[Provided information]
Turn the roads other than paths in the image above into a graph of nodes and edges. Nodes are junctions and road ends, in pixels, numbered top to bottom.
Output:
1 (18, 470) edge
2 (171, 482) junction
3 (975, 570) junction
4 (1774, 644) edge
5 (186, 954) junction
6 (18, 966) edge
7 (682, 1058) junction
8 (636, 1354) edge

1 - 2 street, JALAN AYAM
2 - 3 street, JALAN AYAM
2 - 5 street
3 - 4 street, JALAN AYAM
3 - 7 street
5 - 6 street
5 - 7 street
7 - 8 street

---

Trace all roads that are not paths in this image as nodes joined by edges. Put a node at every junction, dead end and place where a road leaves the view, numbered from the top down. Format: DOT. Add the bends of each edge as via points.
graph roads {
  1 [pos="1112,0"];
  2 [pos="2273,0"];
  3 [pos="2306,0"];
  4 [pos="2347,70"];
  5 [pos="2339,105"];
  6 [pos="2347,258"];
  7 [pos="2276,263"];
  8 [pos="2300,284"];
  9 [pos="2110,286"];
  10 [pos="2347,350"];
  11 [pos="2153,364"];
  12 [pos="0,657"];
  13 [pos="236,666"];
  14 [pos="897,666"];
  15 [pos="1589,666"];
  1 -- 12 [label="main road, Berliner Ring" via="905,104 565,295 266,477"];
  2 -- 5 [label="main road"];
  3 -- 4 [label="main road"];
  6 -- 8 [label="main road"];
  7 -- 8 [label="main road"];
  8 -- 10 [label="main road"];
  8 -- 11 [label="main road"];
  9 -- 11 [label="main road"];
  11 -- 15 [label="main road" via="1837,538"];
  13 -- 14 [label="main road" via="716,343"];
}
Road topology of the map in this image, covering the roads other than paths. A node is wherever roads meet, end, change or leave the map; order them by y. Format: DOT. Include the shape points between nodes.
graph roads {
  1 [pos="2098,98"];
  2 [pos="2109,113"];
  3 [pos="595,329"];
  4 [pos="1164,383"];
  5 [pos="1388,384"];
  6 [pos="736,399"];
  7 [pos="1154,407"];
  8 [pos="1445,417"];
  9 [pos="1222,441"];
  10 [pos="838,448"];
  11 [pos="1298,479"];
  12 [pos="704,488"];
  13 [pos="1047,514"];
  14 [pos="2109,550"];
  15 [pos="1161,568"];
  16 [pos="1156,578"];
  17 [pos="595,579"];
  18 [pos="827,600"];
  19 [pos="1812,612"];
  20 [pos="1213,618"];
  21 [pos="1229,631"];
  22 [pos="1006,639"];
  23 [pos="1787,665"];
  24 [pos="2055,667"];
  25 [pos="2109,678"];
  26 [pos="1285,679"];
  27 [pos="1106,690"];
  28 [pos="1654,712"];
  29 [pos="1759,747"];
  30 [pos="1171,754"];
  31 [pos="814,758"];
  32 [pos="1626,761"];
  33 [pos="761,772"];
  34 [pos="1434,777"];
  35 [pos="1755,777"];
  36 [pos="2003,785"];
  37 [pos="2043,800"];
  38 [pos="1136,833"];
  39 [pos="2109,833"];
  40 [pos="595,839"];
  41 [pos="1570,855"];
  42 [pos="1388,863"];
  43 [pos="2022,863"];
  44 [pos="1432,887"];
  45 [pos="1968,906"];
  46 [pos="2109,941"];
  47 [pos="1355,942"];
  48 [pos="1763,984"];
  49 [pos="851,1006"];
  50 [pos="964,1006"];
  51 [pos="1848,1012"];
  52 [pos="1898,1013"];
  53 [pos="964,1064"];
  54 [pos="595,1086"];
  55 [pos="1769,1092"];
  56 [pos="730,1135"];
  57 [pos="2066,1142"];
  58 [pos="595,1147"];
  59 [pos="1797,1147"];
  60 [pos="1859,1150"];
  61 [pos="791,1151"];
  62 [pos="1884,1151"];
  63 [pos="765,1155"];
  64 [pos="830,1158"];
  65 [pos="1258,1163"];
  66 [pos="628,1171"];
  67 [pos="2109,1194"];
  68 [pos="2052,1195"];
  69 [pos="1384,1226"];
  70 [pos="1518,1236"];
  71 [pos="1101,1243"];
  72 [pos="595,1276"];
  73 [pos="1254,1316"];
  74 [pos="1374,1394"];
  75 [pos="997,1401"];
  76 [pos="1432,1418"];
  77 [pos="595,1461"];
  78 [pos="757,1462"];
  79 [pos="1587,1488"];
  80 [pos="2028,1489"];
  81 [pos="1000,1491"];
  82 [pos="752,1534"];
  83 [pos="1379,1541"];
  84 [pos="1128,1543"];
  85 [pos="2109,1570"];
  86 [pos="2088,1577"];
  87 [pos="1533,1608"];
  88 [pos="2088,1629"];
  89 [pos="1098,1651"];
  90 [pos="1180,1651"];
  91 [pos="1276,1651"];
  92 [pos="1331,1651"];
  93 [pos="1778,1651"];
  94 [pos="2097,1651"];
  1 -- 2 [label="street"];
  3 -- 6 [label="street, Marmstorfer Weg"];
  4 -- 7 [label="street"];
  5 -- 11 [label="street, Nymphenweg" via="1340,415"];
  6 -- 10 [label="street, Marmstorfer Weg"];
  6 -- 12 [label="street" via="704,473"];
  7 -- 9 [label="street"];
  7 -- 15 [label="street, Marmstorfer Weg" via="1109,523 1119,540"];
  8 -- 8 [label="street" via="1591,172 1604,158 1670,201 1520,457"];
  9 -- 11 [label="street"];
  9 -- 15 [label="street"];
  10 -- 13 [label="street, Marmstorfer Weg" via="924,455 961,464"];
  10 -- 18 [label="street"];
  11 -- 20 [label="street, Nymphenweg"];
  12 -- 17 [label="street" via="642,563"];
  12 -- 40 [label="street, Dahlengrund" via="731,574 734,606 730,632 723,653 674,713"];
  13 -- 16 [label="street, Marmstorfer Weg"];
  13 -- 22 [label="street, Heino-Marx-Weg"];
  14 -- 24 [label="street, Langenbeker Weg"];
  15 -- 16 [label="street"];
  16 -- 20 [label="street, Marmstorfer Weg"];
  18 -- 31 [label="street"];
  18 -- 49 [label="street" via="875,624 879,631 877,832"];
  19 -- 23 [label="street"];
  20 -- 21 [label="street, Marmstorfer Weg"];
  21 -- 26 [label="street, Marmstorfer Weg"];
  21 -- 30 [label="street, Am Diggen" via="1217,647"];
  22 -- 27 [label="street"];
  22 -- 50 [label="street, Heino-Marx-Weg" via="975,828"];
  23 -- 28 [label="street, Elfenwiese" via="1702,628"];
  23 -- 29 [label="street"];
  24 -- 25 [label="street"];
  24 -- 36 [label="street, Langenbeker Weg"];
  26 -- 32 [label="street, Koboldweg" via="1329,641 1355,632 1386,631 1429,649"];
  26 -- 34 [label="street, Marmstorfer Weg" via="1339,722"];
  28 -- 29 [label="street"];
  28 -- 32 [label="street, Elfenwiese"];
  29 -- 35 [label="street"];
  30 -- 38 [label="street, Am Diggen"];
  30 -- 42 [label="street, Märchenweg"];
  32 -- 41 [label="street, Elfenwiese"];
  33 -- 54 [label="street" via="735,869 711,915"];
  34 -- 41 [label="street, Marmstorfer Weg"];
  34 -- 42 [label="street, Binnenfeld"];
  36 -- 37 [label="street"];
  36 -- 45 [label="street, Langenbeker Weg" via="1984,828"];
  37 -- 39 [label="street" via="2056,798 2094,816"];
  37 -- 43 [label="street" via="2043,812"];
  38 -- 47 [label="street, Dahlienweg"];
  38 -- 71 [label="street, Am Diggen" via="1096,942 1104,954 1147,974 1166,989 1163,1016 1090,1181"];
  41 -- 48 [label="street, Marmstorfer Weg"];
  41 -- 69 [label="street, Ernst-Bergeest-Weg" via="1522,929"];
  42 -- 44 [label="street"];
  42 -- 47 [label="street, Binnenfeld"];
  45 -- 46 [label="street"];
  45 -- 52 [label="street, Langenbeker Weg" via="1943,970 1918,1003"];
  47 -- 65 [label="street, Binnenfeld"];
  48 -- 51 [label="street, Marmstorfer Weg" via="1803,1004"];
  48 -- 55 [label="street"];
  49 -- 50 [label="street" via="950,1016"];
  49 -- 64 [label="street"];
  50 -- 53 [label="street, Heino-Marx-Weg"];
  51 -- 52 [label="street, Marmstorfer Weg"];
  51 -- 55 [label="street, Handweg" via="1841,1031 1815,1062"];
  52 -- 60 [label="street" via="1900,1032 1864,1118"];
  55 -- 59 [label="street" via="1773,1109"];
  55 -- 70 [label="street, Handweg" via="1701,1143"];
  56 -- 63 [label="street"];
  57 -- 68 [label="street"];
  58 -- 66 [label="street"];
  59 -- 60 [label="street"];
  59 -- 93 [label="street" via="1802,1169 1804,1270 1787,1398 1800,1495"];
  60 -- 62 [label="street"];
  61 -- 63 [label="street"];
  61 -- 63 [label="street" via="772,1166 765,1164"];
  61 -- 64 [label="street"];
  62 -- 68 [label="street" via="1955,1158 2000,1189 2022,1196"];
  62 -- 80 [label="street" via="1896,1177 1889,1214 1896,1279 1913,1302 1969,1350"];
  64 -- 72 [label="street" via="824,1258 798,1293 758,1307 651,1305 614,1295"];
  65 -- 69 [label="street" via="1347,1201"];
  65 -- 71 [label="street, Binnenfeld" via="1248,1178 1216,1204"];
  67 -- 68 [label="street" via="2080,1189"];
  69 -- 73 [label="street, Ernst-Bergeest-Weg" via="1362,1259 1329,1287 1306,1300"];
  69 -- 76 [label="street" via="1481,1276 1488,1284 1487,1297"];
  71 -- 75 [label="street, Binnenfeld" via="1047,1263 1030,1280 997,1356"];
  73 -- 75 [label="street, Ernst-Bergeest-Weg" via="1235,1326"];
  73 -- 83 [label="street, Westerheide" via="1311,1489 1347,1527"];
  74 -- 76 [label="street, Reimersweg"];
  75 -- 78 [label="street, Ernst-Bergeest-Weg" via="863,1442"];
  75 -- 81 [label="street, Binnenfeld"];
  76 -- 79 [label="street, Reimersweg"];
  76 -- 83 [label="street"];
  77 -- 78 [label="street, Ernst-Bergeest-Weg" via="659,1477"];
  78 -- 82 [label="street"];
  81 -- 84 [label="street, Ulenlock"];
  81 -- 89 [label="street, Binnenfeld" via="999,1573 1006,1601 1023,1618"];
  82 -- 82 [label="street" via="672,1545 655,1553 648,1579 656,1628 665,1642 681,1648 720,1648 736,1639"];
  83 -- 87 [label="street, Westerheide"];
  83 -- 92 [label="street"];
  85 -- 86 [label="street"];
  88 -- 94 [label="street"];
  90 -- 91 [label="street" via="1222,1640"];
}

==

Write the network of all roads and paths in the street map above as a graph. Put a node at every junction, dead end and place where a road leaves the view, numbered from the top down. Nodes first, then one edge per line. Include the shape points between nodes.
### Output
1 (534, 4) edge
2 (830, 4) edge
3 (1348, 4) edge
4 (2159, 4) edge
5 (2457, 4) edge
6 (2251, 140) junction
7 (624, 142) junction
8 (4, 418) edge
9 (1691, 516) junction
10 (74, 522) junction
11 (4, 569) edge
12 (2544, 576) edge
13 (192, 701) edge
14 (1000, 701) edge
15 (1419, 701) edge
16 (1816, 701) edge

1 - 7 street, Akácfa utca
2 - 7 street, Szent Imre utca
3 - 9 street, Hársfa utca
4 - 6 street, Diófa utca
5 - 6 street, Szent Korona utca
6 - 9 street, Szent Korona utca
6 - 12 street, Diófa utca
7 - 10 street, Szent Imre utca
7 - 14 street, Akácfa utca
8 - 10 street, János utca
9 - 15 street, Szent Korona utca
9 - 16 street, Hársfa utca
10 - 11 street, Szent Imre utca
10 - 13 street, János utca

[Task statement]
Where the material contains a line with "above", return that line.

[Result]
Turn the roads other than paths in the image above into a graph of nodes and edges. Nodes are junctions and road ends, in pixels, numbered top to bottom.
Write the network of all roads and paths in the street map above as a graph. Put a node at every junction, dead end and place where a road leaves the view, numbered from the top down. Nodes first, then one edge per line. Include the shape points between nodes.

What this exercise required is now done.